No tennis court spotlights? Check! No tennis courts, and can’t play to save myself. How much garden space do you think we have anyway? What we have is virtually full of Aussie natives.
No pool pump? Check! No pool, and am not much of a waterbaby anyway. We do have 3 water features with little fish in them, and they have air bubblers (which are very low wattage and on timers).
No Plasma? Check! We have a LCD. Not that it would make much difference to our total electricity consumption if we had plasma. We hardly watch TV.
As for the rest, we have them and use them, as I said before. We may be pale green, but we aren’t anti-technology in this household.
So you wonder about where the hairshirt hardships are?
We set the reverse-cycle aircon thermostat at around 24′C in summer (rather than say 21′C), and preferentially use the fans and the “swampy” unless it is really hot. We also open up the house in the evenings and early mornings, to use natural cooling.
We set the thermostat to about 21′C in the winter, but preferentially use the gas heater and wear warmer clothes.

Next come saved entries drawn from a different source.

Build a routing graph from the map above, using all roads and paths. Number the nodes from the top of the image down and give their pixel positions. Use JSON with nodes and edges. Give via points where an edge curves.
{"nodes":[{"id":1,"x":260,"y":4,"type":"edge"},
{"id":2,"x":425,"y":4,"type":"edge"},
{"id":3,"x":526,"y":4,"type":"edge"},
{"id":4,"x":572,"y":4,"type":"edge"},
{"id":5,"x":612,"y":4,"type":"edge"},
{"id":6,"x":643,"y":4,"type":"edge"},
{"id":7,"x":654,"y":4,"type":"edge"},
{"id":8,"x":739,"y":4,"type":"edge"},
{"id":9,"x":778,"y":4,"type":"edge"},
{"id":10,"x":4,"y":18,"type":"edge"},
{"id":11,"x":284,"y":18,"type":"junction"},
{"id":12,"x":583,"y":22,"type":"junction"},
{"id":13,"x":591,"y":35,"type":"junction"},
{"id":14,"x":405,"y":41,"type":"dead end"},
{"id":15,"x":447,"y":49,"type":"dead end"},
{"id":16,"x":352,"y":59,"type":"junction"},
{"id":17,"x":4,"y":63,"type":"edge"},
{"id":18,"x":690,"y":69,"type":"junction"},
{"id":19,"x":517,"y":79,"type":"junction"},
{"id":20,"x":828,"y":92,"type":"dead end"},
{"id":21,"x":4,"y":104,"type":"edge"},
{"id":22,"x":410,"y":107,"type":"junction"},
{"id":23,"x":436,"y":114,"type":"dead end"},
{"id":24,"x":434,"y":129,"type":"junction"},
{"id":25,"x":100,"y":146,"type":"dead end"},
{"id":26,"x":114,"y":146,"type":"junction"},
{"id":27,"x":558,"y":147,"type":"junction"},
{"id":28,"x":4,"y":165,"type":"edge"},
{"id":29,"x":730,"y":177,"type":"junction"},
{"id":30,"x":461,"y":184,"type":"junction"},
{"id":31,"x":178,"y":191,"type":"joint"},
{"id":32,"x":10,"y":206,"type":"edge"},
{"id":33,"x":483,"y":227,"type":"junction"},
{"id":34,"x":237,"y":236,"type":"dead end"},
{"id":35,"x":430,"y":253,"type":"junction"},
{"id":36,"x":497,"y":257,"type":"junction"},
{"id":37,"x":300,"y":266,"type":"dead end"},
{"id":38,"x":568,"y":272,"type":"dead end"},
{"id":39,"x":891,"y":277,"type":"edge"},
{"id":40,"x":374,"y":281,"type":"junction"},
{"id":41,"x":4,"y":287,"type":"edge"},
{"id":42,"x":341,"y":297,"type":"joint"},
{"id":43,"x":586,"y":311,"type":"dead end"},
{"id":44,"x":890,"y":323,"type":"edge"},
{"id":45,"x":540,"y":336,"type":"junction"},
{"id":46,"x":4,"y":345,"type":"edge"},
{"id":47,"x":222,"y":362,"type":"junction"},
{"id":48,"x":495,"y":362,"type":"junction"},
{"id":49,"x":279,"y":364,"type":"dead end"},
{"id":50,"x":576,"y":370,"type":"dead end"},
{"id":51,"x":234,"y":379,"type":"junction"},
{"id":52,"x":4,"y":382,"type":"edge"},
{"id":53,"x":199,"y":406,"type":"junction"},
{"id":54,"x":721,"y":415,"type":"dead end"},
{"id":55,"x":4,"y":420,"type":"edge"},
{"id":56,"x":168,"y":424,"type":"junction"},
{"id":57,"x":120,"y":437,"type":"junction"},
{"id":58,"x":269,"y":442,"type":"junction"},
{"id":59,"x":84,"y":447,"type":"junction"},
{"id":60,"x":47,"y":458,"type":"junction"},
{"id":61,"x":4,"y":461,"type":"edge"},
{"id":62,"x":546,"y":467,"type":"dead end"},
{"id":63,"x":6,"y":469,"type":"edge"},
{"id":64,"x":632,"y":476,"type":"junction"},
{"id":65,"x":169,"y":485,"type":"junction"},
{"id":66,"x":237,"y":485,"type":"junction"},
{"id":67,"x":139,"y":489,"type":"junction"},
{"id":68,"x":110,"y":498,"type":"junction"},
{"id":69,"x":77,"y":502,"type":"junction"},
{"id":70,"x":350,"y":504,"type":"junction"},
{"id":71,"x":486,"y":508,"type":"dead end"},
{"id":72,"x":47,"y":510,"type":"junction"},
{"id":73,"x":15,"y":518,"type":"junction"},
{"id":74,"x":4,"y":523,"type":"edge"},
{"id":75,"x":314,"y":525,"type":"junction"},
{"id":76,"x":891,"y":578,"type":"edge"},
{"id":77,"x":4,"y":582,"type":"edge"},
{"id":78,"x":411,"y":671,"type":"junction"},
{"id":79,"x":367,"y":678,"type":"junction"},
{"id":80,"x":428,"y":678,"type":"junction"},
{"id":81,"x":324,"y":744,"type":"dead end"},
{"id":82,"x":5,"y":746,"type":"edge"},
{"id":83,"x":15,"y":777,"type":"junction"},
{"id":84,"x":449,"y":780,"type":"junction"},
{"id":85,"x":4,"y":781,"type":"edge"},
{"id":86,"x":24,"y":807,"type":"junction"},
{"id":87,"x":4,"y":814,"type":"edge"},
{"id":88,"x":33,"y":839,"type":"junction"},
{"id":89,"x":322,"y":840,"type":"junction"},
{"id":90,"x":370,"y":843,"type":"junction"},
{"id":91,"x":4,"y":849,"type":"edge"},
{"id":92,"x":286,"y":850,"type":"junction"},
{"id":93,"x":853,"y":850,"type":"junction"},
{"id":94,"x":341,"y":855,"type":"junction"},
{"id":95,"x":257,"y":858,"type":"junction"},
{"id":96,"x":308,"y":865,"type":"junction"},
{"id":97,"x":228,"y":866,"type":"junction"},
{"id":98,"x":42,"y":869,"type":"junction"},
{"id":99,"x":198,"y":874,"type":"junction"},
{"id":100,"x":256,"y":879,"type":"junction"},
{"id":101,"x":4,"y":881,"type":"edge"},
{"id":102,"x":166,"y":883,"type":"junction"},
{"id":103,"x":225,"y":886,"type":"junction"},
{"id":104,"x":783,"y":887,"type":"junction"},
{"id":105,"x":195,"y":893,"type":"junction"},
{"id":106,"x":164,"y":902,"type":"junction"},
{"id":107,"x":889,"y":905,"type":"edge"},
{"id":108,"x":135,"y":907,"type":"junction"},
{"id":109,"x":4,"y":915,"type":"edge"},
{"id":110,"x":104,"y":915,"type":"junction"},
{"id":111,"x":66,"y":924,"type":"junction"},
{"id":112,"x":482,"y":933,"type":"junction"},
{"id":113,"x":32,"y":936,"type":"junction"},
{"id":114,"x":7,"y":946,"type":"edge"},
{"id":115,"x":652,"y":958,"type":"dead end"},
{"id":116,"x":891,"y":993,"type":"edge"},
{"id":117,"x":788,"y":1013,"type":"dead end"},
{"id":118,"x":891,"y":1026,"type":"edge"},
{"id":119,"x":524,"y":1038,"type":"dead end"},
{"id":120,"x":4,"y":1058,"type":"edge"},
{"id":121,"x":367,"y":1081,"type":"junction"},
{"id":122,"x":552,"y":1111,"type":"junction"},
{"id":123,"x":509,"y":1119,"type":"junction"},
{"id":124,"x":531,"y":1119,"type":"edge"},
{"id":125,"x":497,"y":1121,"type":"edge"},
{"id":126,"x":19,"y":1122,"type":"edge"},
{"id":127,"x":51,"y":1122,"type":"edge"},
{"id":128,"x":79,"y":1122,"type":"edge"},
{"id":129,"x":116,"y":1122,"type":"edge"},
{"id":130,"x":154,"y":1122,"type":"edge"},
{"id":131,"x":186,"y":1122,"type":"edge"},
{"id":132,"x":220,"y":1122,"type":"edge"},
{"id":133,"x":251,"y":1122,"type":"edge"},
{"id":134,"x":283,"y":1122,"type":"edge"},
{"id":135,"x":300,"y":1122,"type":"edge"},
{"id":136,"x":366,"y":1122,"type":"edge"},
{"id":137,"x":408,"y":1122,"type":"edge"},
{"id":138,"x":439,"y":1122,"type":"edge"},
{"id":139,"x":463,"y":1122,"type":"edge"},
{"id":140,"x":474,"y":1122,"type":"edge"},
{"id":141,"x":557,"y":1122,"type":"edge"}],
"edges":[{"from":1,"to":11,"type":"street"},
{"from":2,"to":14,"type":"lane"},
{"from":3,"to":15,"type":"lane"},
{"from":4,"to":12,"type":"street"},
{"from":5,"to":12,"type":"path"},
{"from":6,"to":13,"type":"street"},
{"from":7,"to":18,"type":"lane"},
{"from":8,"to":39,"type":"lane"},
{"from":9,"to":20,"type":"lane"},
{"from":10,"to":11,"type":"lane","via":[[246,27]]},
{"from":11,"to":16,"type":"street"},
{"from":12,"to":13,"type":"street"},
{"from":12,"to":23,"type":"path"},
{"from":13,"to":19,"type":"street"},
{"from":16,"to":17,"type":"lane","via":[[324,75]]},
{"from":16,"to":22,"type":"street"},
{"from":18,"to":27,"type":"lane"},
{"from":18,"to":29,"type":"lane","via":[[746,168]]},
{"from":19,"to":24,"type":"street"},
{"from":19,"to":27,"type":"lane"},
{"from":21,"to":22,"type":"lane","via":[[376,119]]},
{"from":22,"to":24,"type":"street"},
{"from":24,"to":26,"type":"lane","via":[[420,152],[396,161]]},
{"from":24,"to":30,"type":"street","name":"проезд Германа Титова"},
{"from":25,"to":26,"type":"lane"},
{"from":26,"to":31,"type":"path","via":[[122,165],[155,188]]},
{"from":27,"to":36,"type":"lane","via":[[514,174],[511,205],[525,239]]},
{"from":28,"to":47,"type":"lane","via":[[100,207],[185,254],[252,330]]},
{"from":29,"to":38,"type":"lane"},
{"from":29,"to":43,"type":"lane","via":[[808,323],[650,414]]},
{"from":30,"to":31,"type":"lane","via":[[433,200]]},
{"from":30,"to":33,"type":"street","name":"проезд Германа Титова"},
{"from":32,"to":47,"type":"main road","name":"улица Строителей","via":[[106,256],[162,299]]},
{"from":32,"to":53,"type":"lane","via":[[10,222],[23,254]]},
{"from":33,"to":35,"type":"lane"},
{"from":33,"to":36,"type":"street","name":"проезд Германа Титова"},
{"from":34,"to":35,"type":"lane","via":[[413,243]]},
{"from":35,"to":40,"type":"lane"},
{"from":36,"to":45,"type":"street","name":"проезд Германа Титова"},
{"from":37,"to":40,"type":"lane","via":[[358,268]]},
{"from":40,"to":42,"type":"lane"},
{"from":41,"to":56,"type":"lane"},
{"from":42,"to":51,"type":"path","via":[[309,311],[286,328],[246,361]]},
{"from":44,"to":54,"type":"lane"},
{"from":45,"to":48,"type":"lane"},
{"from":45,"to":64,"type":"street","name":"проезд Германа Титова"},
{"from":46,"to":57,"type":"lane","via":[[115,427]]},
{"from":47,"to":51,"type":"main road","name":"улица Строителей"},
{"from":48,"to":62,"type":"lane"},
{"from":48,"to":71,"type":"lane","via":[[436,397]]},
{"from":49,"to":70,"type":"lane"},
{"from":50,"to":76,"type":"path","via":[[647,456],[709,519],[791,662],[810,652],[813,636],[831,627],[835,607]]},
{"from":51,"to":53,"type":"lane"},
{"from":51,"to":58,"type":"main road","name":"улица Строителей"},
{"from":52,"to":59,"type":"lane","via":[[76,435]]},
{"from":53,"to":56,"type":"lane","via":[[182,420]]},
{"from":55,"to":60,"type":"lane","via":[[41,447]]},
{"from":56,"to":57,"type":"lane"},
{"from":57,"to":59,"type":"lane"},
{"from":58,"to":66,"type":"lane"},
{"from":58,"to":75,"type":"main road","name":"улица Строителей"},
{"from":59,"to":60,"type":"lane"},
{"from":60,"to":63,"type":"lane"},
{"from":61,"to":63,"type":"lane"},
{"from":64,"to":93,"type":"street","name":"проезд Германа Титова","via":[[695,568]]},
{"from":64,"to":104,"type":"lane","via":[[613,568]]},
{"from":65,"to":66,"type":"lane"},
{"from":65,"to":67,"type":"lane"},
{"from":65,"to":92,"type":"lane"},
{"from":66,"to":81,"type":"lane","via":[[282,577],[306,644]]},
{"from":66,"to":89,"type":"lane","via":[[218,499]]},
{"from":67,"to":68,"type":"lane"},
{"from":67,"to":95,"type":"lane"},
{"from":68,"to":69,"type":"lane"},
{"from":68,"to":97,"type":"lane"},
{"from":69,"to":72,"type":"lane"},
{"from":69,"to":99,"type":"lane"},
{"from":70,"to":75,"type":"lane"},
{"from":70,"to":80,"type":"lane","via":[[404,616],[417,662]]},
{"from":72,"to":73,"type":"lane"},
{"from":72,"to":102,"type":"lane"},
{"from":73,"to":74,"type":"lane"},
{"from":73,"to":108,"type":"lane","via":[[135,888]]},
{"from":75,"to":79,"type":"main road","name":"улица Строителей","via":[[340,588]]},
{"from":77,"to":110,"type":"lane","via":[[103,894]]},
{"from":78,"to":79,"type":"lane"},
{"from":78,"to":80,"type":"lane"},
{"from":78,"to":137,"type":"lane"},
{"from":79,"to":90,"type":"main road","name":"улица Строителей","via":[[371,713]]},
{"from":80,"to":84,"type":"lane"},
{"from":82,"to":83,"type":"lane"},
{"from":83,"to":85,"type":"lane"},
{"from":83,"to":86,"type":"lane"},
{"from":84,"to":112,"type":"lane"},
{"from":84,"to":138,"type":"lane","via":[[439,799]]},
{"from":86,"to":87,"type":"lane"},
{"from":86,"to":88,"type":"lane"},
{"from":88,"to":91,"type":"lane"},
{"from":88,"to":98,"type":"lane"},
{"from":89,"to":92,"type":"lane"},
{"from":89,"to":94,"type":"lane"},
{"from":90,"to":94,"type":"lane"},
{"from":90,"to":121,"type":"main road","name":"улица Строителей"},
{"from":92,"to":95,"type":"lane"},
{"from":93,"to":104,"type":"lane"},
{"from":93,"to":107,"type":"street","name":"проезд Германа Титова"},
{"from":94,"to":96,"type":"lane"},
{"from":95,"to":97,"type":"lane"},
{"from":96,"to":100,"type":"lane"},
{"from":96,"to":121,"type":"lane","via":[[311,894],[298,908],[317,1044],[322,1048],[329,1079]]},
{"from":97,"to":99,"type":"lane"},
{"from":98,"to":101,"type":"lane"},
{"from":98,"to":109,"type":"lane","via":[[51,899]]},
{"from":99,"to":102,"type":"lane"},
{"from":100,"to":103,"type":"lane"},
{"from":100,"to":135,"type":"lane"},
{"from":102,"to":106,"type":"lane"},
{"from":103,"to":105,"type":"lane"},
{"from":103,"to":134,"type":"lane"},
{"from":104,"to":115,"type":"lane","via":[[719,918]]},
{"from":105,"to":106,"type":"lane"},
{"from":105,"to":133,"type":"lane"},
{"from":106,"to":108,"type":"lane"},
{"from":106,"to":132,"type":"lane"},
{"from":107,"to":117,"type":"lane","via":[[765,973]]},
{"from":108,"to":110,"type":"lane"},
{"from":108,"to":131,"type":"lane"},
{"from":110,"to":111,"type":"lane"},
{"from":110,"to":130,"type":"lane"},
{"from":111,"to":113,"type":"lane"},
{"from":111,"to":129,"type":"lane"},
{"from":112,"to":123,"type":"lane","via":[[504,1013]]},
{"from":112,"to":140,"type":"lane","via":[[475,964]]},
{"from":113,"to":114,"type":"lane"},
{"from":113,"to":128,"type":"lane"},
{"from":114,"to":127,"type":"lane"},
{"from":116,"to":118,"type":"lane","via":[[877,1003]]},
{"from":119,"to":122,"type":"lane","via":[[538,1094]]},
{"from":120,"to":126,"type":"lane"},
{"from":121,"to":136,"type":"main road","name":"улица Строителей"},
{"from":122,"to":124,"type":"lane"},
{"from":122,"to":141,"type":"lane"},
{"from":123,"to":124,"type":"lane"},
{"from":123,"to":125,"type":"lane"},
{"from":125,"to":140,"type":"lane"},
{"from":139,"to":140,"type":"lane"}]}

We change the hot water thermostat 4 times a year (each season), winding it up to have enough hot water in winter and down again in summer. This method means that our old gas HW storage system can hardly be justified changing in terms of either financial efficiency or incremental reduction in carbon emissions.
The towel warmer is on a timer to come on an hour before shower time (to have toasty warm towels), and switches off an hour later after drying them. The bar fridge is only turned on when we are having people over for a BBQ and need the extra space.
Virtually all lights are compact fluorescent or LED. The outside lights are either movement activated, or dusk activated with a 4 hour limit, to reduce their on-time.
Wonders of modern technology! Scarcely counts as serious hardship.
Elise – this is not meant to be a criticism of you, but I did want to point out the scientific evidence on whirlybirds seems to indicate that they are not very effective.
If you’re considering adding whirlybirds its worth reading this thread on the envirotalk forums. The short summary is:
- whirlybirds make very little difference to the amount of heat transferred from the roof space to ceiling in situations where you already have ceiling insulation. They simply can’t move enough air out. There was some real house experimentation done with whirly birds (Victoria I think but I can’t find the reference at the moment).
- sufficient ventilation or cooling of the roofspace can as Elise noted make a differences to how well ducted a/c works. The house I’m in at the moment has evaporative a/c and vents into the ceiling space through to the roof space. This has the dual advantage of cooling the space a bit as well as not requiring as many windows/doors to be opened which can sometimes be a security issue at night). And with evap a/c you have to vent the air somewhere.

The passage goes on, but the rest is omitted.